- Origin: Årdal, Norway
- Genres: Pop, jazz
- Years active: 1977–present
- Label: Polydor Records
- Members: Svein Dag Hauge Ole Petter Hansen Chylie Johannes Hetland Jonny Sjo Kåre Kolve
- Past members: Sigurd Køhn Rolf Graf Geir Langslet Stein Eriksen Kjell Hestetun Per Kolstad Per Hillestad

= Lava (band) =

Norwegian jazz-rock band

Lava (established 1977 in Årdal Municipality, Norway) is a Norwegian jazz-rock band, known from a series of recordings in the 1980s (Polydor Records).

== Career ==
The initiators Per Hillestad (drums), Svein Dag Hauge (guitar) were joined by Kjell Hestetun (bass) and Stein Eriksen (keyboards) and released the jazz funk influenced album Lava (1980), with contributions from Geir Langslet (keyboards) and Olav Stedje (vocals).
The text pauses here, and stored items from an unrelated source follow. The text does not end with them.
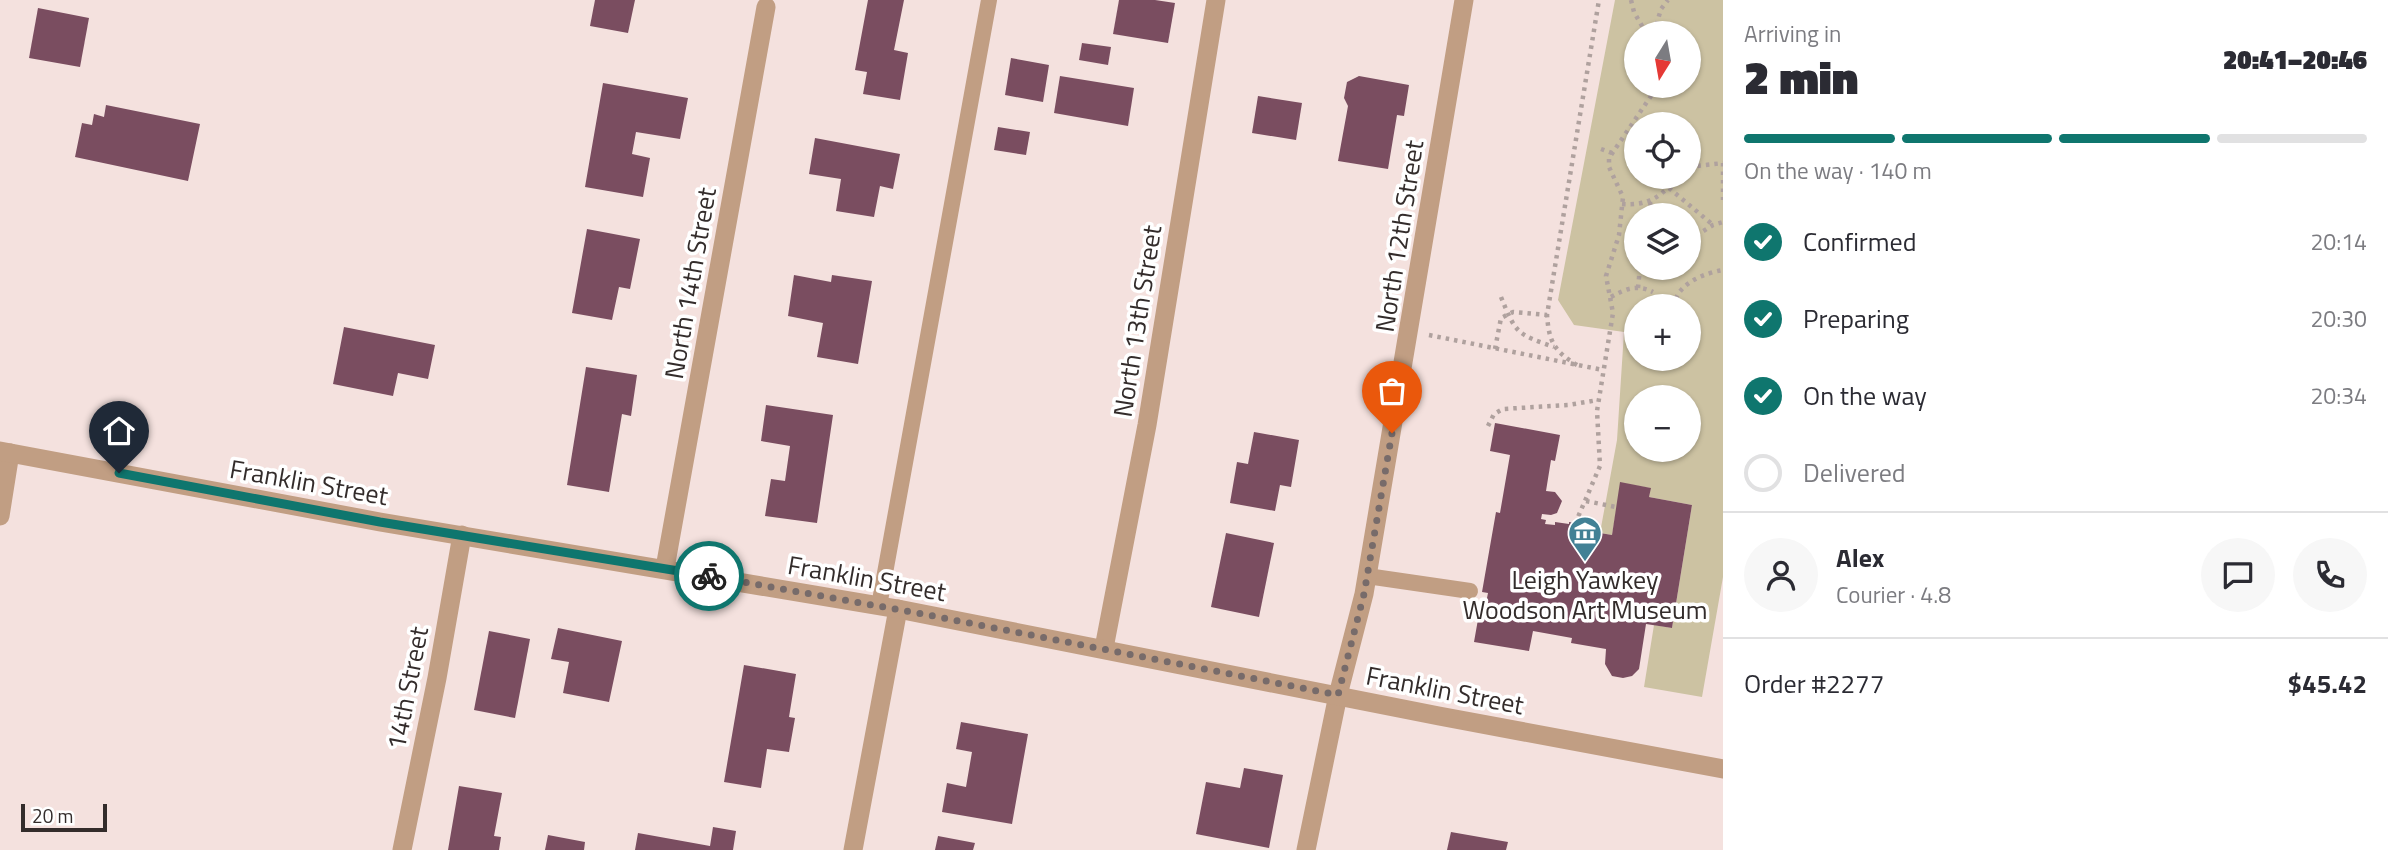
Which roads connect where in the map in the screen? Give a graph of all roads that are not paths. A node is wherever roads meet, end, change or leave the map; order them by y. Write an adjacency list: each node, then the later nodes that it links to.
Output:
1 (989, 0): 11 (lane)
2 (1216, 0): 12 (street, North 13th Street)
3 (1464, 0): 9 (street, North 12th Street)
4 (766, 7): 8 (street, North 14th Street)
5 (5, 452): 6 (street); 7 (street, Franklin Street)
6 (0, 516)
7 (462, 535): 8 (street, Franklin Street); 15 (street, 14th Street)
8 (665, 568): 11 (street, Franklin Street)
9 (1367, 576): 10 (lane); 13 (street, North 12th Street)
10 (1470, 591)
11 (888, 608): 12 (street, Franklin Street); 16 (street)
12 (1104, 649): 13 (street, Franklin Street)
13 (1338, 695): 14 (street, Franklin Street); 17 (street, North 12th Street)
14 (1723, 769)
15 (402, 850)
16 (853, 850)
17 (1306, 850)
When Hestetun and Eriksen left the band, the quartet Hauge, Hillestad and Langslet and bassist Rolf Graf continued releasing the album Cruisin (1981), with contributions by Per Kolstad (piano), Sigurd Køhn (saxophone) and Marius Müller (guitar), and the track «Take Your Time» became Norway and Europe hit.

Their third album was Prime Time (1982) with Egil Eldøen as new vocalist accompanied by Sidsel Endresen on one track. In addition to the regular lineup, Per Kolstad and Sigurd Køhn contributed on this album. It was followed by a tour with Randy Crawford (1983), also contributing on the album Fire (1984). This is Lavas best-selling albums and it was awarded Spellemannsprisen (1984) in the class Pop.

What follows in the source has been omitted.